- **Task to complete**
Retype all of the entries word for word.

Source records:
....................
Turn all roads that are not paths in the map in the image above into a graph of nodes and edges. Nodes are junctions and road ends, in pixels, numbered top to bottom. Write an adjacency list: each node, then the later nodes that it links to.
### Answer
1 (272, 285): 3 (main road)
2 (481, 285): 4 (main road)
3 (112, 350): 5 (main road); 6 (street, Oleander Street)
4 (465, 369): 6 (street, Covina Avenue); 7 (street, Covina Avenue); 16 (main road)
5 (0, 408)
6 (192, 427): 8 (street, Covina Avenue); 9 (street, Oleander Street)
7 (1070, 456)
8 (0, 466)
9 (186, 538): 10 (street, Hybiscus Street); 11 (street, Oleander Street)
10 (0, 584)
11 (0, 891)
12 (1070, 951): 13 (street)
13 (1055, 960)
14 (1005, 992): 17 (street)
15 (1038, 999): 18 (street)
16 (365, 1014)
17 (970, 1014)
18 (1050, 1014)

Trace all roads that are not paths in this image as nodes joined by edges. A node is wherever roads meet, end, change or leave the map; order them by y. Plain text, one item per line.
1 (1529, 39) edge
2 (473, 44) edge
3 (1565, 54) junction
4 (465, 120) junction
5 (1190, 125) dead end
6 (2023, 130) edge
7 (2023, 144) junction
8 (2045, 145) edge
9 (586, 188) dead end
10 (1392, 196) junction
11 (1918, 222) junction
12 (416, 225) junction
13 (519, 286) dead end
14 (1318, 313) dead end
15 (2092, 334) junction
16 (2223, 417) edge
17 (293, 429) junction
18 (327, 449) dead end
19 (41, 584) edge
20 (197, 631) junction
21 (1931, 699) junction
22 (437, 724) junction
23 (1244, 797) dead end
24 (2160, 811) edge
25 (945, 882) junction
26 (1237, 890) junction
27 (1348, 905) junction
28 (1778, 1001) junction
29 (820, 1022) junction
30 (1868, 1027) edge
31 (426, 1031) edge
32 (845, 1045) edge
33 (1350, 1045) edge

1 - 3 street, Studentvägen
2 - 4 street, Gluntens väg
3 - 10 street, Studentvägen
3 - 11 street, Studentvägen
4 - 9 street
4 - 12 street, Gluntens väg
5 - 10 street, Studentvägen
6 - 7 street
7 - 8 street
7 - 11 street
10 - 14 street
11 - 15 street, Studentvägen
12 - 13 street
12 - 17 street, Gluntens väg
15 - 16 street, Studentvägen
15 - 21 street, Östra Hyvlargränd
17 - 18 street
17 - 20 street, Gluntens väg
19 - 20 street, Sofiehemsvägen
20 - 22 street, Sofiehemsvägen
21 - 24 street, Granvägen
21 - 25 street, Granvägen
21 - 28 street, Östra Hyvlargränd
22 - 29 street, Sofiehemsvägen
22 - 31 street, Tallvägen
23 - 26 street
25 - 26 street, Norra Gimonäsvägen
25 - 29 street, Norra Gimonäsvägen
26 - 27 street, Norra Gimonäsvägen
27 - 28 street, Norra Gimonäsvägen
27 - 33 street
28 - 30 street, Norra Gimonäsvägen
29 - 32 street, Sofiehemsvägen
....................
- **Result for this task**
Turn all roads that are not paths in the map in the image above into a graph of nodes and edges. Nodes are junctions and road ends, in pixels, numbered top to bottom. Write an adjacency list: each node, then the later nodes that it links to.
### Answer
1 (272, 285): 3 (main road)
2 (481, 285): 4 (main road)
3 (112, 350): 5 (main road); 6 (street, Oleander Street)
4 (465, 369): 6 (street, Covina Avenue); 7 (street, Covina Avenue); 16 (main road)
5 (0, 408)
6 (192, 427): 8 (street, Covina Avenue); 9 (street, Oleander Street)
7 (1070, 456)
8 (0, 466)
9 (186, 538): 10 (street, Hybiscus Street); 11 (street, Oleander Street)
10 (0, 584)
11 (0, 891)
12 (1070, 951): 13 (street)
13 (1055, 960)
14 (1005, 992): 17 (street)
15 (1038, 999): 18 (street)
16 (365, 1014)
17 (970, 1014)
18 (1050, 1014)

Trace all roads that are not paths in this image as nodes joined by edges. A node is wherever roads meet, end, change or leave the map; order them by y. Plain text, one item per line.
1 (1529, 39) edge
2 (473, 44) edge
3 (1565, 54) junction
4 (465, 120) junction
5 (1190, 125) dead end
6 (2023, 130) edge
7 (2023, 144) junction
8 (2045, 145) edge
9 (586, 188) dead end
10 (1392, 196) junction
11 (1918, 222) junction
12 (416, 225) junction
13 (519, 286) dead end
14 (1318, 313) dead end
15 (2092, 334) junction
16 (2223, 417) edge
17 (293, 429) junction
18 (327, 449) dead end
19 (41, 584) edge
20 (197, 631) junction
21 (1931, 699) junction
22 (437, 724) junction
23 (1244, 797) dead end
24 (2160, 811) edge
25 (945, 882) junction
26 (1237, 890) junction
27 (1348, 905) junction
28 (1778, 1001) junction
29 (820, 1022) junction
30 (1868, 1027) edge
31 (426, 1031) edge
32 (845, 1045) edge
33 (1350, 1045) edge

1 - 3 street, Studentvägen
2 - 4 street, Gluntens väg
3 - 10 street, Studentvägen
3 - 11 street, Studentvägen
4 - 9 street
4 - 12 street, Gluntens väg
5 - 10 street, Studentvägen
6 - 7 street
7 - 8 street
7 - 11 street
10 - 14 street
11 - 15 street, Studentvägen
12 - 13 street
12 - 17 street, Gluntens väg
15 - 16 street, Studentvägen
15 - 21 street, Östra Hyvlargränd
17 - 18 street
17 - 20 street, Gluntens väg
19 - 20 street, Sofiehemsvägen
20 - 22 street, Sofiehemsvägen
21 - 24 street, Granvägen
21 - 25 street, Granvägen
21 - 28 street, Östra Hyvlargränd
22 - 29 street, Sofiehemsvägen
22 - 31 street, Tallvägen
23 - 26 street
25 - 26 street, Norra Gimonäsvägen
25 - 29 street, Norra Gimonäsvägen
26 - 27 street, Norra Gimonäsvägen
27 - 28 street, Norra Gimonäsvägen
27 - 33 street
28 - 30 street, Norra Gimonäsvägen
29 - 32 street, Sofiehemsvägen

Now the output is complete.